# What you have to do
If a line in the data below contains the word "dead", copy it out.

[[ Extracted entries, beginning ]]

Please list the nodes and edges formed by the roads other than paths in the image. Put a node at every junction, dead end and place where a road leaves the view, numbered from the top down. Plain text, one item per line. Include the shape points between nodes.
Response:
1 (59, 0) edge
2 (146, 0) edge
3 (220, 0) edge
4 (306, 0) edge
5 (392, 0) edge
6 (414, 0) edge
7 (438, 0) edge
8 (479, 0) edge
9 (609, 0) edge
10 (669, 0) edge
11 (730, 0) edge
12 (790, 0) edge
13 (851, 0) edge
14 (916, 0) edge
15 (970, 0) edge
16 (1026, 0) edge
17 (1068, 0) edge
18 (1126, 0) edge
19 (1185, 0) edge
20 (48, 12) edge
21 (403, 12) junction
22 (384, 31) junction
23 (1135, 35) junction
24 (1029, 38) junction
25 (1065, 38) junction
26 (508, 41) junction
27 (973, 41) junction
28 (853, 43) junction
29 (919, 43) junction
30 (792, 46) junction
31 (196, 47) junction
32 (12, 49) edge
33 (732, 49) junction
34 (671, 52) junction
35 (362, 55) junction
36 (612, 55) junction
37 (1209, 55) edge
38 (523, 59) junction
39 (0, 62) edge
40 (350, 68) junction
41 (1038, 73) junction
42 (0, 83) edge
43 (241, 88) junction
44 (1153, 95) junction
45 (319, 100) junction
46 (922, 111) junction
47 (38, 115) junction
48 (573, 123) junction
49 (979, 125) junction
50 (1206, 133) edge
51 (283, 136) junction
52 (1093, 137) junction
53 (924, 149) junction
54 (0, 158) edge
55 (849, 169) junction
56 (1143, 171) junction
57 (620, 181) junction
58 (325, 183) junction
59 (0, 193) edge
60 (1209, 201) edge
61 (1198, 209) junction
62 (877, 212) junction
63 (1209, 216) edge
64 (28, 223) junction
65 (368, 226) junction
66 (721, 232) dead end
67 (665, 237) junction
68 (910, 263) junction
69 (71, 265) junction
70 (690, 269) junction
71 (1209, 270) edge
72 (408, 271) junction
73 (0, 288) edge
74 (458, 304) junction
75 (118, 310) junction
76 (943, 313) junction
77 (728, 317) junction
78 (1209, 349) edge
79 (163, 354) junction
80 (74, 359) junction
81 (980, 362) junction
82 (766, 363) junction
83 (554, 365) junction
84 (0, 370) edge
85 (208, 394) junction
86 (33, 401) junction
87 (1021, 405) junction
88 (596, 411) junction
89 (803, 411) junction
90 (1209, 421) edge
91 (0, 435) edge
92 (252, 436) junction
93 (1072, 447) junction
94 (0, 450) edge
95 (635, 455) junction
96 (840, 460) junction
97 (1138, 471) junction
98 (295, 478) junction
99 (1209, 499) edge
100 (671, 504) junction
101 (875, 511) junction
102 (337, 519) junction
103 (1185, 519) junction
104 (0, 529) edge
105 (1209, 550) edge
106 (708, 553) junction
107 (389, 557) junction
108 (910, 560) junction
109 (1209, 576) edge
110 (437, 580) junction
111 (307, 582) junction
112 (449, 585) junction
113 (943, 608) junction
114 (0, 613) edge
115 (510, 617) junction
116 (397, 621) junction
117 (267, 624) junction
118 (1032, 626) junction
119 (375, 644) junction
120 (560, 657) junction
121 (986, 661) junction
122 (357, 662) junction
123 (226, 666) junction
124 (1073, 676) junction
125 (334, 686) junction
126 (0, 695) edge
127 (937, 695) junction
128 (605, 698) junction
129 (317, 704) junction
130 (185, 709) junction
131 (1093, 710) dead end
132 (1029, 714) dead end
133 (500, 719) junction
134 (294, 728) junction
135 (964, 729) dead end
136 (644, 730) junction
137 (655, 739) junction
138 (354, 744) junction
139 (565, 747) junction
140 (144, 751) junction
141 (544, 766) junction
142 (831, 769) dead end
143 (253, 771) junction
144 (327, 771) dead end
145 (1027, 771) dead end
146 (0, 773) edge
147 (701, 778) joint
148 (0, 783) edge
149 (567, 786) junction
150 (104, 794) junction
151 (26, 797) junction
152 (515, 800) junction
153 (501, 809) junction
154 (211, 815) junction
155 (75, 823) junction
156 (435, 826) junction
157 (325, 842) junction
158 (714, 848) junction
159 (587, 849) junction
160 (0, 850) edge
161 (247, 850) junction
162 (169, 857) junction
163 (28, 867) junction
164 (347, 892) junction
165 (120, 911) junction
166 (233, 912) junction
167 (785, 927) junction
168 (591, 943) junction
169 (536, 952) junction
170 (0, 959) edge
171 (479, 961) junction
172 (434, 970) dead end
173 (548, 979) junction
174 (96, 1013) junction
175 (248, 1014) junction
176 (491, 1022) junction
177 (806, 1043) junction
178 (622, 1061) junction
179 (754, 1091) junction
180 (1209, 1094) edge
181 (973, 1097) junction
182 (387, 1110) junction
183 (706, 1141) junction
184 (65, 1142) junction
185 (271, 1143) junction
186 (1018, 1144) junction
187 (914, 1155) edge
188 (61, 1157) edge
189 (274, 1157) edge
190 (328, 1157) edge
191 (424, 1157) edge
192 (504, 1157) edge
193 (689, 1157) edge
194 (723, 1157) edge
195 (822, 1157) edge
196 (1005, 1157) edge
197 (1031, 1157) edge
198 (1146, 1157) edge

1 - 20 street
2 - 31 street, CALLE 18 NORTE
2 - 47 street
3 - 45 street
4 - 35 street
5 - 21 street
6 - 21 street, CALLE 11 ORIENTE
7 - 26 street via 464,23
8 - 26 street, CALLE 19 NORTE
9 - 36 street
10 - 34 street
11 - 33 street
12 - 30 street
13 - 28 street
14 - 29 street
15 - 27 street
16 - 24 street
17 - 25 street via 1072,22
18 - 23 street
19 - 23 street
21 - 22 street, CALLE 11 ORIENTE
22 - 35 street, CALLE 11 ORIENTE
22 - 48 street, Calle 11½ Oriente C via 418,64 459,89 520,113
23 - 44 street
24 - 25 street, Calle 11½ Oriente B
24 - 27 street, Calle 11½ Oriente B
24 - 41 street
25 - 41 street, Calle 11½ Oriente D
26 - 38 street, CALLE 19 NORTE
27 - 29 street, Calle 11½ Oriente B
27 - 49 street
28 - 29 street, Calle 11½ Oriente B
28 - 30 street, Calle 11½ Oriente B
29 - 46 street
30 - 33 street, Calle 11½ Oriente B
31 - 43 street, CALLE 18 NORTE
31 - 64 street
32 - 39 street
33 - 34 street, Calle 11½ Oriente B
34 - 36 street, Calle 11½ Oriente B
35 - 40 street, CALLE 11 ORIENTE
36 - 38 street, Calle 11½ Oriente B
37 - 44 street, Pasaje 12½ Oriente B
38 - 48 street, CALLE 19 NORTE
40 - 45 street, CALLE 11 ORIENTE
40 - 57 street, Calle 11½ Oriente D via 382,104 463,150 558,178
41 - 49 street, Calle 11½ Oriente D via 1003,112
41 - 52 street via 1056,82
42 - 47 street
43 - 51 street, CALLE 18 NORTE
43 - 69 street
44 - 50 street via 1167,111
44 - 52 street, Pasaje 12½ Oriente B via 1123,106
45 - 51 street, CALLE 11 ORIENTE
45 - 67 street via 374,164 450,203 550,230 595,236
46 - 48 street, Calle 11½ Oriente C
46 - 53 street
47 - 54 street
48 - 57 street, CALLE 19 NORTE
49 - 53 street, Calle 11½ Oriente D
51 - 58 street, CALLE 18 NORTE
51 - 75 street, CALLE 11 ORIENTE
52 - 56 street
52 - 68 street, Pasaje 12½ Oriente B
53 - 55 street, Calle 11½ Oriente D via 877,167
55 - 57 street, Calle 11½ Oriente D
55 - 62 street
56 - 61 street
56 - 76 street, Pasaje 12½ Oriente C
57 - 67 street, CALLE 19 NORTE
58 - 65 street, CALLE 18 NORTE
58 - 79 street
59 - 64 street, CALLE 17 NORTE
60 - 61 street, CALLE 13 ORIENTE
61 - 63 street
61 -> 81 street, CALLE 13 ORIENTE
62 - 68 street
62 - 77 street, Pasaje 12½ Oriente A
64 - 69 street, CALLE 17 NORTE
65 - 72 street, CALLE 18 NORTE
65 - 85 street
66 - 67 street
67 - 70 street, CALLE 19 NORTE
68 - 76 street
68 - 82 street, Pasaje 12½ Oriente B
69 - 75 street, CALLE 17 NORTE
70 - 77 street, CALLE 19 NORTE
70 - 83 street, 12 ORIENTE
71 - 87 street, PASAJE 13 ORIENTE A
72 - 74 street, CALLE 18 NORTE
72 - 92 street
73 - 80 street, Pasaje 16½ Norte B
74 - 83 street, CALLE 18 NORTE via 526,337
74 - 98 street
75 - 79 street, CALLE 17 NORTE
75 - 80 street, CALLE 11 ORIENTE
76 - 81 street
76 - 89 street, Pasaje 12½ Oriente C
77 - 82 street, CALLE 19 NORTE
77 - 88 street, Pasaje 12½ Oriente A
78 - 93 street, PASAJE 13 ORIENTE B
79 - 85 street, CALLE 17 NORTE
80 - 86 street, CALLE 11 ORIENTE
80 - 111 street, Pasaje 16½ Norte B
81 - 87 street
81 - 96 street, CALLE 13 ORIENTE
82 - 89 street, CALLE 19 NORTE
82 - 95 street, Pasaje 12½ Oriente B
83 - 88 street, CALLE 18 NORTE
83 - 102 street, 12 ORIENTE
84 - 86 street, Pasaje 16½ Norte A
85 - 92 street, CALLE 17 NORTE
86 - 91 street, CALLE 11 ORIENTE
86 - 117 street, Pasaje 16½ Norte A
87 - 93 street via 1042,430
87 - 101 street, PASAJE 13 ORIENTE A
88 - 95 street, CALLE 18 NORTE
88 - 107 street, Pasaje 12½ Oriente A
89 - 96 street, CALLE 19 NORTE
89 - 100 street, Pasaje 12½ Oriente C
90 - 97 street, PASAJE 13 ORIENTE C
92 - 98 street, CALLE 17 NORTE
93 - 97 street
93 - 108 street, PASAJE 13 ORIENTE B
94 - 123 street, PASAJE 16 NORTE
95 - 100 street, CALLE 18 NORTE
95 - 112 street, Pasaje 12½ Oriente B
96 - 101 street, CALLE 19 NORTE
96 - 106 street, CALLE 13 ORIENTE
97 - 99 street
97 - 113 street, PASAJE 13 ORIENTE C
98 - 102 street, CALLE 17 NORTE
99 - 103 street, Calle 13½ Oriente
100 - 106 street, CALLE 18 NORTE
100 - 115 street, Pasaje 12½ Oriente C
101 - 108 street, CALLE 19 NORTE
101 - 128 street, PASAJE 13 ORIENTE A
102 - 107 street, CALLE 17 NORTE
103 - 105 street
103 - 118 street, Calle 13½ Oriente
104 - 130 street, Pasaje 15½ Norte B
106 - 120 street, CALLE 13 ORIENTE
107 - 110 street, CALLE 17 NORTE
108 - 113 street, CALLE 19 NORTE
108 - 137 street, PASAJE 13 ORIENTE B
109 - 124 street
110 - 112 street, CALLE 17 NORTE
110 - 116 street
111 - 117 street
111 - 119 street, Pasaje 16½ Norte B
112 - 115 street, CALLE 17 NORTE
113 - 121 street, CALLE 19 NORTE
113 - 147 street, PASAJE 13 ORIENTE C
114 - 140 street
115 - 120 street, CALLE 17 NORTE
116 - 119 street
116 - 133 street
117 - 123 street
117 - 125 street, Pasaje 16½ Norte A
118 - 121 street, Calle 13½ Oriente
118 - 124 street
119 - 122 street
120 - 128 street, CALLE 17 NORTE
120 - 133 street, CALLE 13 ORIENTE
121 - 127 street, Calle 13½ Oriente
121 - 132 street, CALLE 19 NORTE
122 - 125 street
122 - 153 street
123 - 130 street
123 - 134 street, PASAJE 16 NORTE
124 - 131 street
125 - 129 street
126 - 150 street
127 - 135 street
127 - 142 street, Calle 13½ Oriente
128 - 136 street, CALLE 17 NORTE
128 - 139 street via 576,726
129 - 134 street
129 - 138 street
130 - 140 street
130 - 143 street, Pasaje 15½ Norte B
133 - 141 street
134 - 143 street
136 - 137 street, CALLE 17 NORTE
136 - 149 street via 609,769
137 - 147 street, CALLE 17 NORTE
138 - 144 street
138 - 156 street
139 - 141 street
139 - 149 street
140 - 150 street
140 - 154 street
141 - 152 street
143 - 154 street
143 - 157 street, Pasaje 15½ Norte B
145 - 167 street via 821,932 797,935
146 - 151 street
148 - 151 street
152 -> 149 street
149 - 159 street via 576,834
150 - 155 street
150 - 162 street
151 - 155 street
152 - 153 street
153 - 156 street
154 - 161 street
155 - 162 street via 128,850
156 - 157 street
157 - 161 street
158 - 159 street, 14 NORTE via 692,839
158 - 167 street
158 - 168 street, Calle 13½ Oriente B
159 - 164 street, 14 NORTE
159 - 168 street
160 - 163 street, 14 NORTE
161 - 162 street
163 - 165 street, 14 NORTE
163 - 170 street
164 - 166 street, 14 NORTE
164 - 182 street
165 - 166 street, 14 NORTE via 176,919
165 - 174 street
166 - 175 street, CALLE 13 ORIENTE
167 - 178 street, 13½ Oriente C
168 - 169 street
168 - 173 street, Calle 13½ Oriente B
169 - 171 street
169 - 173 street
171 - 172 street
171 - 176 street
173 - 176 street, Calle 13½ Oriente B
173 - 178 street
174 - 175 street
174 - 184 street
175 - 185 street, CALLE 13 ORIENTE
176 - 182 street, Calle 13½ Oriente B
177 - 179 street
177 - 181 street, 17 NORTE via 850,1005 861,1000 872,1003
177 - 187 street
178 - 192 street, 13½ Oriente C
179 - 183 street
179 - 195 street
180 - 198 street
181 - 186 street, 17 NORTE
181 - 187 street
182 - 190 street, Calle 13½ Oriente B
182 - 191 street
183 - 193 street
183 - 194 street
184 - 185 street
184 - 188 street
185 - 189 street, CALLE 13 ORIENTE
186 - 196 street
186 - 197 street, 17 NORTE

[[ Extracted entries, end ]]

# Solution to this task
Please list the nodes and edges formed by the roads other than paths in the image. Put a node at every junction, dead end and place where a road leaves the view, numbered from the top down. Plain text, one item per line. Include the shape points between nodes.
66 (721, 232) dead end
131 (1093, 710) dead end
132 (1029, 714) dead end
135 (964, 729) dead end
142 (831, 769) dead end
144 (327, 771) dead end
145 (1027, 771) dead end
172 (434, 970) dead end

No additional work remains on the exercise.